Saved data entries:
****************

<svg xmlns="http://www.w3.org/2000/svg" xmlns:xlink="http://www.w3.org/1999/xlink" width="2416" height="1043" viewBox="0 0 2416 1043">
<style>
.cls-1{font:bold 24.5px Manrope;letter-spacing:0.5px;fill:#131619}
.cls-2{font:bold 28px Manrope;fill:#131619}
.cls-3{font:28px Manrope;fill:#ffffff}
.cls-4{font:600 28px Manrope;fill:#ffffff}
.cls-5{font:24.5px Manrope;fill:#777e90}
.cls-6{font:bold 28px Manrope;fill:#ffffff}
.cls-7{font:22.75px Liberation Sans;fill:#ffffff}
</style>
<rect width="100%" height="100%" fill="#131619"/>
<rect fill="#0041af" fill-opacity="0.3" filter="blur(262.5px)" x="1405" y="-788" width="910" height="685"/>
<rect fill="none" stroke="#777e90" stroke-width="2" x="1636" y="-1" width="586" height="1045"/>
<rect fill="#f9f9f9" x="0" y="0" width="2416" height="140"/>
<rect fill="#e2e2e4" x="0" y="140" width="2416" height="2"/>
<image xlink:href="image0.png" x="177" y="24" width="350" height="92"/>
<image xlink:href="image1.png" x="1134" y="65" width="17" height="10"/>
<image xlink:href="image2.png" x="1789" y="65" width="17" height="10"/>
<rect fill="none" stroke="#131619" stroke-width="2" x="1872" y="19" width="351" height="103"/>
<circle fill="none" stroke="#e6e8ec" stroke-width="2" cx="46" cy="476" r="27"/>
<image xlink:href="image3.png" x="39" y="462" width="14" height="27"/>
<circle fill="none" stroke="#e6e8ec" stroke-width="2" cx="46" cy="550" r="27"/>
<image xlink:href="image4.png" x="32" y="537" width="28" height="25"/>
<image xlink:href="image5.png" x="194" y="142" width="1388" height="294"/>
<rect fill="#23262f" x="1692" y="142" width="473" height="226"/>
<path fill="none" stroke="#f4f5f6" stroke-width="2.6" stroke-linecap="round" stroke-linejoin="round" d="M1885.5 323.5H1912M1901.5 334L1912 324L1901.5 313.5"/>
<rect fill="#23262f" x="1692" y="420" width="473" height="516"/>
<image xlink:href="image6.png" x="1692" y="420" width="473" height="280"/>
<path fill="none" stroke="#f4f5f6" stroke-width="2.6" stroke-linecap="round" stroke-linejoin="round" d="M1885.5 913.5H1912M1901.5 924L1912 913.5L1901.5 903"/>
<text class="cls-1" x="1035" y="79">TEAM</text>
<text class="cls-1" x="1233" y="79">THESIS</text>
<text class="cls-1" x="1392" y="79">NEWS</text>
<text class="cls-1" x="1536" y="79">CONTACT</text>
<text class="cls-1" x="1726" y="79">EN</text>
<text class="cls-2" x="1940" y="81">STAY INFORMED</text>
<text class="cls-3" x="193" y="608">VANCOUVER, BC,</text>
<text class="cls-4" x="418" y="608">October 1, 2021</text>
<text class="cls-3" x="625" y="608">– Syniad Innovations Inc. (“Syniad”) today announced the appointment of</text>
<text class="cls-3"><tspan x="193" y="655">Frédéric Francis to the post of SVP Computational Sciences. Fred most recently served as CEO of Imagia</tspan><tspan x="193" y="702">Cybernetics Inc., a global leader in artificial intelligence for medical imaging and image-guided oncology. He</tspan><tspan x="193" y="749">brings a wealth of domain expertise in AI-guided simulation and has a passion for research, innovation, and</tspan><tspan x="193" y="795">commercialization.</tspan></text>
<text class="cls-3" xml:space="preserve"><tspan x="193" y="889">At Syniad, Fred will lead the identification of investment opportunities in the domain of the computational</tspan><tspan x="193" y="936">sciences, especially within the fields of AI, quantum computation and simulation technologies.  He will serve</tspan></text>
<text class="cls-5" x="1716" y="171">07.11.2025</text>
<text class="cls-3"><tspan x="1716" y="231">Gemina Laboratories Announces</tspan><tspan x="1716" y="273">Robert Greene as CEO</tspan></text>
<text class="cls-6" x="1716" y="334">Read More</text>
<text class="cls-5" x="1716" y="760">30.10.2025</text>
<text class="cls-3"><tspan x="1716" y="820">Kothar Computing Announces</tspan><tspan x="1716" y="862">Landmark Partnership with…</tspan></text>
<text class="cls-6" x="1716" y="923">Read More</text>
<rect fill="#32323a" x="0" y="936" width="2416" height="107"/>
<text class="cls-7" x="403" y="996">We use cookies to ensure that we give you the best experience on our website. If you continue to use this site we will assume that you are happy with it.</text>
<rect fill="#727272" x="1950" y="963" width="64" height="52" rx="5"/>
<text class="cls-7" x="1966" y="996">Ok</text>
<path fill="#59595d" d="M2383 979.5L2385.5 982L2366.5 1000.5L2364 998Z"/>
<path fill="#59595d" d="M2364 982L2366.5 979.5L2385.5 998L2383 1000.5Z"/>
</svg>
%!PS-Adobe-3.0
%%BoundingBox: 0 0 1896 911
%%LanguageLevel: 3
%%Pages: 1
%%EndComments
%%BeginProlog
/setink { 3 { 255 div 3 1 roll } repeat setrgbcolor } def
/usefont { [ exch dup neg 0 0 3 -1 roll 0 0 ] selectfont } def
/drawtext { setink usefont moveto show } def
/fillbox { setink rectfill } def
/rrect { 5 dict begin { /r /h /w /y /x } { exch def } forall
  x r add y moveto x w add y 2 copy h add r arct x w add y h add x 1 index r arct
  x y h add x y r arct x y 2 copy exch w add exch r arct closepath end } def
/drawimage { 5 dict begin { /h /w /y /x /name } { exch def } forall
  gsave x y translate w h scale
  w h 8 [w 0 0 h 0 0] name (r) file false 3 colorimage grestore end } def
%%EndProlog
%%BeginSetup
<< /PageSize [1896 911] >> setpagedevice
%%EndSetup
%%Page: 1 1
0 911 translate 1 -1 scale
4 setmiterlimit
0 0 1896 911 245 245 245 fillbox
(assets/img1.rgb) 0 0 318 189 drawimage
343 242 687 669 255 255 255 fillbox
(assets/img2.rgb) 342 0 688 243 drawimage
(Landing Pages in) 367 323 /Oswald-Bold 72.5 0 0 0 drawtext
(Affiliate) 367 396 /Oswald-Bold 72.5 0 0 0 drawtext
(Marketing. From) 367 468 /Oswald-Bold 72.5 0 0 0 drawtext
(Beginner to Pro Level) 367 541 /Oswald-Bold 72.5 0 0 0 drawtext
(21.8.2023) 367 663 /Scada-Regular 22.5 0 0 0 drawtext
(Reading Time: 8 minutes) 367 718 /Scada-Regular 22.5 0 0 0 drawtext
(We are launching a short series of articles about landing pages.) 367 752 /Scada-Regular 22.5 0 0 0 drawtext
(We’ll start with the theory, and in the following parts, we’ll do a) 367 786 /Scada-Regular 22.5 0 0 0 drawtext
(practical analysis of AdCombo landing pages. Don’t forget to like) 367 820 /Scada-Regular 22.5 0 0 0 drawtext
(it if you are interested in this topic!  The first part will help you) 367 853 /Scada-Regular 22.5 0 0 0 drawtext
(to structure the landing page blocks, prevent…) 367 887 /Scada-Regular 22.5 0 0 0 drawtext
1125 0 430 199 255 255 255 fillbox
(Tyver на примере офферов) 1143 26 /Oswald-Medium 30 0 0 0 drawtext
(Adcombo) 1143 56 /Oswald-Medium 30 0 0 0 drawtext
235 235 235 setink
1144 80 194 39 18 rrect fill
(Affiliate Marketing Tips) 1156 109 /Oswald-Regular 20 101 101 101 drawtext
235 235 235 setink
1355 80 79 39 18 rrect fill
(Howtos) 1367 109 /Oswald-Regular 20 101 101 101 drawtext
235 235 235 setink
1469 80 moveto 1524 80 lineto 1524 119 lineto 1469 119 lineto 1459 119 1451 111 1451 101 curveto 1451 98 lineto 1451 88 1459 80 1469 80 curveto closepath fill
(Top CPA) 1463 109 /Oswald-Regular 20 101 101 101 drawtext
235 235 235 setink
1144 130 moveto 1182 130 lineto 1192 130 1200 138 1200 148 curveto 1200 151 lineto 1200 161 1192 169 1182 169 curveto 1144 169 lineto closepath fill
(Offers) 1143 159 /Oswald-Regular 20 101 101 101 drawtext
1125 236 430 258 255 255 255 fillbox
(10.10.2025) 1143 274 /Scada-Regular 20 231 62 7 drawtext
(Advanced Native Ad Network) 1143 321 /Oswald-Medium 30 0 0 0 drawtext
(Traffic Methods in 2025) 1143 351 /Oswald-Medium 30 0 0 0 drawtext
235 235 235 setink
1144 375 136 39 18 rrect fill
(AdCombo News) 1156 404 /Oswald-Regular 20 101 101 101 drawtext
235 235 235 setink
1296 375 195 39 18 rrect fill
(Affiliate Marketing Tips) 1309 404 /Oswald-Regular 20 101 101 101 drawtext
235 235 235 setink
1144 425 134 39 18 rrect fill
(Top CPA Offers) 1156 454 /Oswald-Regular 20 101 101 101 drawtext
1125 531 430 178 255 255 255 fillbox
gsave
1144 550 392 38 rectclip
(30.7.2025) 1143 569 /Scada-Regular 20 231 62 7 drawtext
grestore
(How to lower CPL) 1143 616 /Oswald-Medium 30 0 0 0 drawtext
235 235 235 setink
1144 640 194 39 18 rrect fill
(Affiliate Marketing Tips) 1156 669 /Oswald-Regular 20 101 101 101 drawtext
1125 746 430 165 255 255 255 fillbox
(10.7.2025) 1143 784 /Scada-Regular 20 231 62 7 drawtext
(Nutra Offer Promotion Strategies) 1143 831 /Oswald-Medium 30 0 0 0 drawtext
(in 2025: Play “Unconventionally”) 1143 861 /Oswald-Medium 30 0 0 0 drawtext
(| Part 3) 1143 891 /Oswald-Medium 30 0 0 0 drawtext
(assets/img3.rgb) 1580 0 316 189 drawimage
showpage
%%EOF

****************

#### TASK GOAL:
Every line above in which the word "copy" occurs needs to be copied.

#### TASK ANSWER:
  x r add y moveto x w add y 2 copy h add r arct x w add y h add x 1 index r arct
  x y h add x y r arct x y 2 copy exch w add exch r arct closepath end } def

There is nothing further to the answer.